We can borrow principles from Shanks & Friedrich’s (2020) work and code our noticings of the sentence. If we look at the sentence and think about how the errors could be grouped or coded, we might break down the noticing further, which could make it more accessible to new teachers as it will mean they can take a smaller mistake and consider it in isolation.
Through coding, the sentence actually becomes easier to explore. You can now see three distinct groups of inaccuracies, and each group could be explored in different ways.
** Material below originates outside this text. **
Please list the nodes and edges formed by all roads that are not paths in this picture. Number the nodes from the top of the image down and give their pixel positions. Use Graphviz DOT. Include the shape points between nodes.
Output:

By parking the other two groups while this happens, you enable a smaller part to be noticed and this noticing then enables previous experience to come to the foreground, ideas to be shared and discussions to take place.
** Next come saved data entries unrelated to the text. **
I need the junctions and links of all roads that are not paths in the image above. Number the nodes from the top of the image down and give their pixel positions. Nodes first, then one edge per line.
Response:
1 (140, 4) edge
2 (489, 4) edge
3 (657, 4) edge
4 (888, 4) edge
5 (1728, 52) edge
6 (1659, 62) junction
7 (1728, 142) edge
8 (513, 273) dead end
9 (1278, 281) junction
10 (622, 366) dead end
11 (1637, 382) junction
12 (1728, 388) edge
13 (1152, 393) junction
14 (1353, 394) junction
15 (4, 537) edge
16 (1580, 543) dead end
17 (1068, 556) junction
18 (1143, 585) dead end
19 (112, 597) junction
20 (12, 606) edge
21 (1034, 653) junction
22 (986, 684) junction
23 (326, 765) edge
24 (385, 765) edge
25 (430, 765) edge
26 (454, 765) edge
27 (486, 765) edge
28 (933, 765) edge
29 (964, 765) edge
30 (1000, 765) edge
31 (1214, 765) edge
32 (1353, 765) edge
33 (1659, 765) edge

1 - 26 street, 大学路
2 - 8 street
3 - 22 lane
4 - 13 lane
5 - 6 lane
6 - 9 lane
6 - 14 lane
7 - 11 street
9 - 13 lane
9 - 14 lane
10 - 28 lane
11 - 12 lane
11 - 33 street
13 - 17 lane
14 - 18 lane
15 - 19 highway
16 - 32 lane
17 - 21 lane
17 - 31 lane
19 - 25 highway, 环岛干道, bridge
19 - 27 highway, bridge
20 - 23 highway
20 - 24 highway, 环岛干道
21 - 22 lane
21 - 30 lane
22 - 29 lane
If we were to code the sentence:
These discussions at a micro level then become potential pathways, so just like a bee sting when a teacher encounters an error of this type again they have a plethora of pathways, which they can add to their knowledge of the child, the context of the learning and hopefully a pathway will emerge that is helpful.
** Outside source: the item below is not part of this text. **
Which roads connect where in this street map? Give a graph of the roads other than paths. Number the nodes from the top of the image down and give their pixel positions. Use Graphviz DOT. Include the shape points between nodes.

Naturally, there is a simplification to the noticing here. The sheer amount of noticing for a teacher makes this one sentence example seem ridiculous to focus on, but by focusing on the potential pathways here we might actually facilitate greater confidence at scale. As by thinking through the options, the teachers will be engaging metacognitively with the processes required which means they will be enabled to take different pathways as and when they occur in a busy classroom.
Another possible challenge is that a new teacher might not see all the different coded errors, equally I make have overlooked some in my own noticing. There are likely also to be multiple alternate pathways which can be taken as well. This reinforces the complexity of noticing, and the complexity of teaching. It is unlikely that a teacher will ever be so proficient that they cannot learn new pathways of response, however as Mason (2002) suggests sometimes our noticing is impacted by our inflexibility, so it is possible we become less open to considering new pathways and in many senses forget that we might not be noticing everything we can.
In summary, noticing is important, but noticing as a teacher is insufficient, it must be followed with a response. These response pathways build on knowledge, discussion and experience but to build them initially we need to break things down so that we start with smaller sections and enable our noticing to develop. A new teacher (all teachers) need to be able to see and discuss pathways without being overwhelmed by the complexity of all the possible counterfactuals for all possible mistakes, and the more they do this, the clearer multiple pathways might become.
- De Bono, E. (2016) Lateral Thinking: A textbook of creativity, Penguin Life.
- Erickson, F. (2011). ‘On Noticing Teacher Noticing’, in Sherin, M., G., Jacobs, V., R. & Philipp, R., A. (eds.) Mathematics Teacher Noticing: Seeing Through Teachers’ Eyes. Routledge, New York/ London.
- Mason, J. (2002) Researching Your Own Practice: The Discipline of Noticing, Routledge, New York/ London.
- Shanks, R. & Friedrich, J. (2020) ‘Uniform: Power and control in schools’, Research Seminar presented in the School of Education, at the University of Aberdeen, 29th April 2020.